Looking for a tool or script to scan two folders and list subdirectories with similar names

I want to compare subdirectories of two folders to find directories with a similar name. I have looked around for a tool or script to do this, but most are tailored to matching identical names whereas these folders have some parts of their name which differ. An example:

FOLDER A
    BLUE IS THE WARMEST COLOR (2013)
    WILD STRAWBERRIES (1957)
    
FOLDER B
    Blue Is the Warmest Color (2013) (French 2160p AAC 5.1)
    Wild Strawberries (1957) (1080p Swedish AAC 1.0)

With the exception of the casing, the first part of the title of each subdirectory is always identical, but those in folder B have added properties at the end. Since these differ from directory to directory, using something like Thunar’s remove characters, find and replace, or insert overwrite features do not work.

Is there a tool on Linux to do this? Perhaps matching the first x characters and printing a list of matches?

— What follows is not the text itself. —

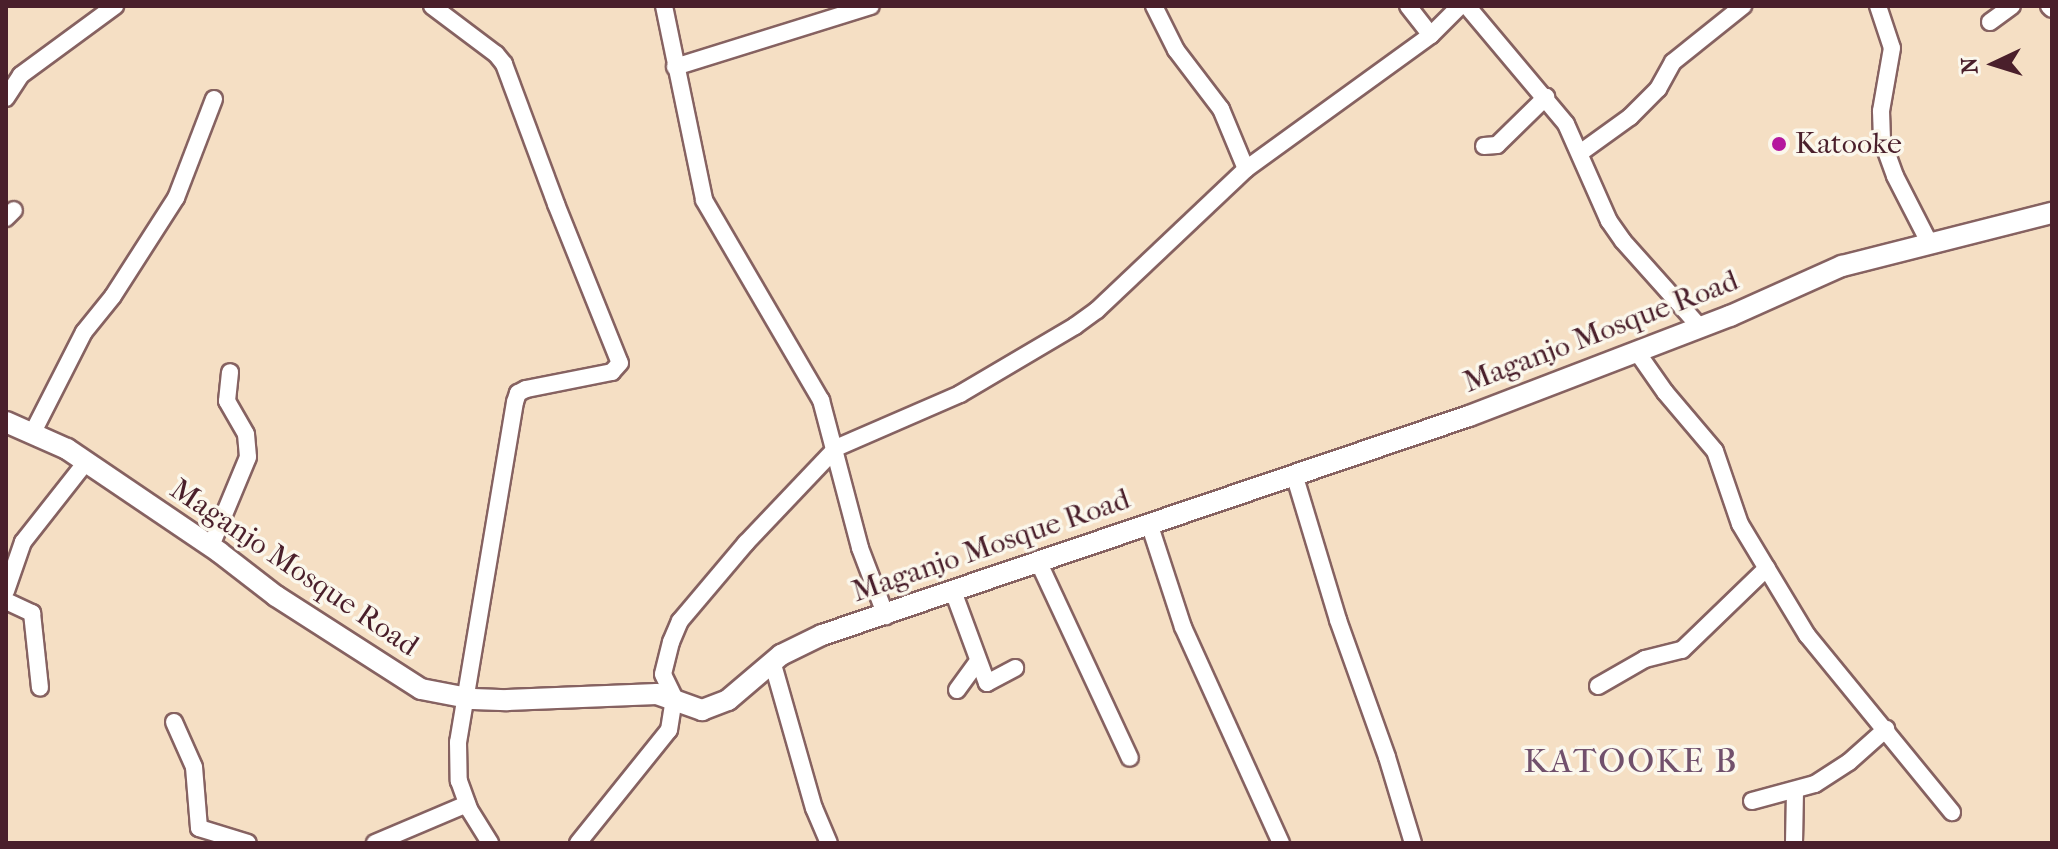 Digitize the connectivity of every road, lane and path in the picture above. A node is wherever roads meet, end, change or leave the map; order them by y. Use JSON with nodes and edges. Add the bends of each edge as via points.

In the end I want to delete matching titles from folder A, but I’d be content using some manual intervention to do this.

meld

Directory comparison would do?

1 Like

Tried this earlier, unless I’ve missed something it doesn’t show folders which aren’t 100% identical. It does list all folders of each directory, but so does my file manager.

Oh ok i see…Problem is that meld have option only to ignore the case of files, but not dirs, so in case of dirs they all just treated as “New” becaue they’re “too different” :thinking:

An alternative route, if this is perhaps easier, could be a tool or script to rename folders to the name of the file inside, e.g if the structure is:

Blue Is the Warmest Color (2013) (French 2160p AAC 5.1) [folder]
    Blue Is the Warmest Color (2013).mkv [file]
Wild Strawberries (1957) (1080p Swedish AAC 1.0) [folder]
    Wild Strawberries (1957).mkv [file]

It would become:

Blue Is the Warmest Color (2013)
    Blue Is the Warmest Color (2013).mkv
Wild Strawberries (1957)
    Wild Strawberries (1957).mkv

I could then compare the folder names using the various tools available, like Meld, since their names would now be identical.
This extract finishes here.